__WORK TO COMPLETE__: Search the entries below for "index", and copy each line where it appears.

__EXTRACTED INFORMATION__:
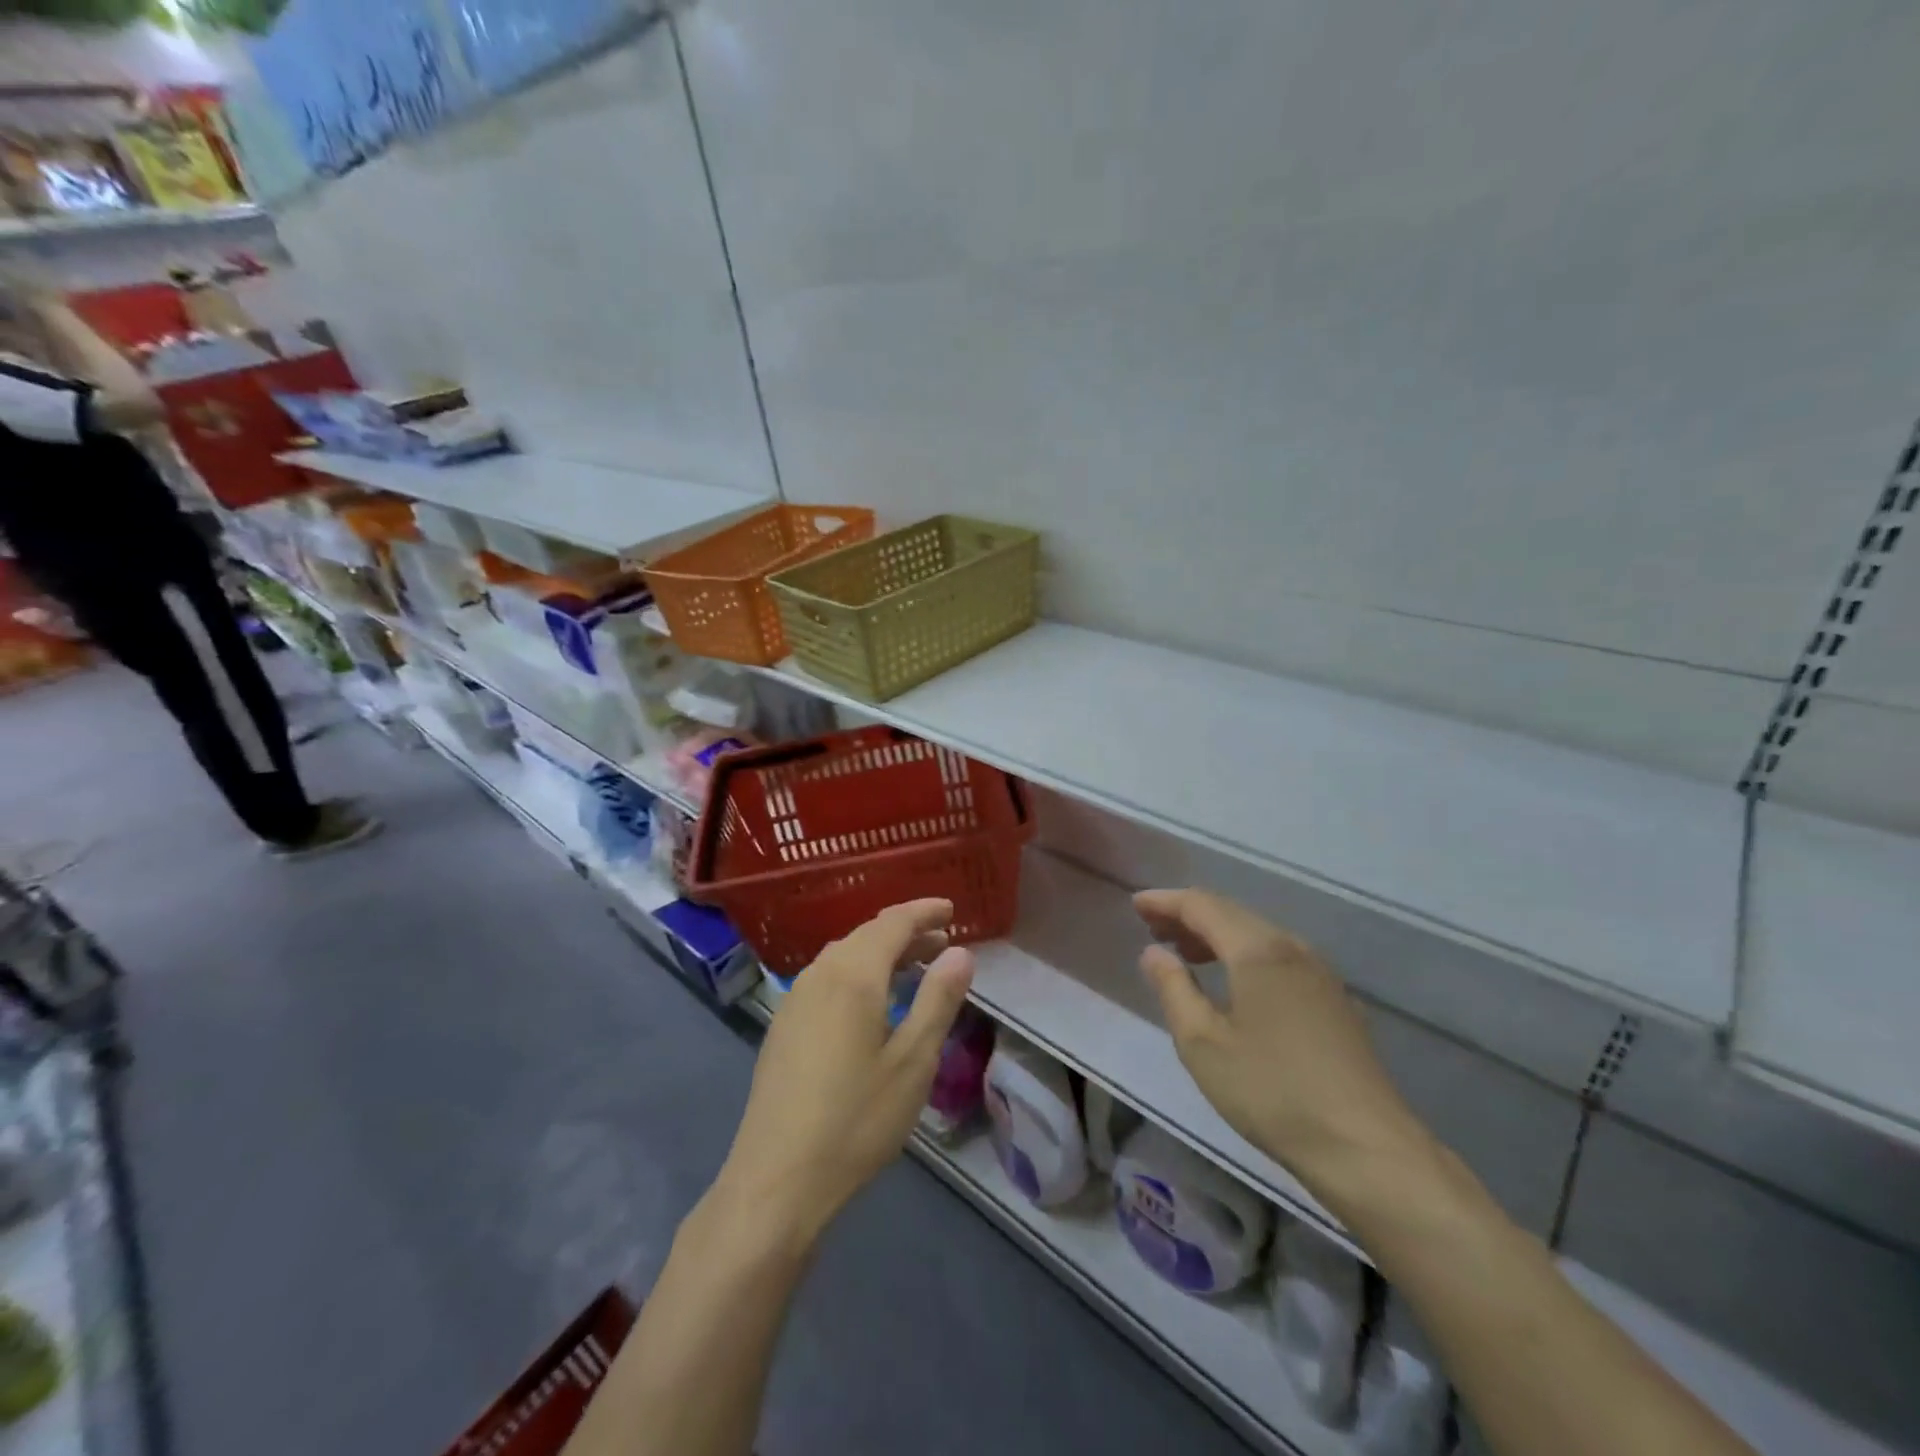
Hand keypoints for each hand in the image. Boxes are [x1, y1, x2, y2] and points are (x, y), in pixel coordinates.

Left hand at [716, 899, 974, 1242]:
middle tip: (943, 942)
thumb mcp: (912, 1061)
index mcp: (853, 975)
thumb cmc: (856, 1119)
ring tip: (915, 967)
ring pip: (845, 956)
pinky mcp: (784, 1025)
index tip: (951, 909)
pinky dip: (859, 973)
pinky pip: (828, 978)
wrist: (776, 1179)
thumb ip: (938, 1000)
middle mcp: (820, 974)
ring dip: (882, 953)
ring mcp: (796, 999)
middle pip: (867, 935)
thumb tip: (960, 952)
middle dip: (907, 932)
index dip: (923, 912)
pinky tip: (873, 1002)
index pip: (893, 922)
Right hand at [1134, 888, 1426, 1184]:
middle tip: (1153, 928)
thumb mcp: (1202, 1044)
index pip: (1203, 905)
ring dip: (1217, 935)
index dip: (1166, 902)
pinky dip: (1244, 954)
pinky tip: (1234, 983)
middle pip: (1232, 913)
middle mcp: (1291, 948)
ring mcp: (1320, 973)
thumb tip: (1154, 953)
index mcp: (1257, 950)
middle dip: (1189, 915)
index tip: (1136, 905)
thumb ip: (1173, 989)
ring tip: (1185, 954)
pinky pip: (1278, 957)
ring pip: (1258, 935)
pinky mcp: (1334, 1000)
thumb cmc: (1272, 1092)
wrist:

__EXERCISE SOLUTION__:
index mcp: (853, 975)
index tip: (951, 909)
index dip: (923, 912)
index pip: (893, 922)
index pip: (1203, 905)
index dip: (1166, 902)
index mcp: (1257, 950)
index tip: (1136, 905)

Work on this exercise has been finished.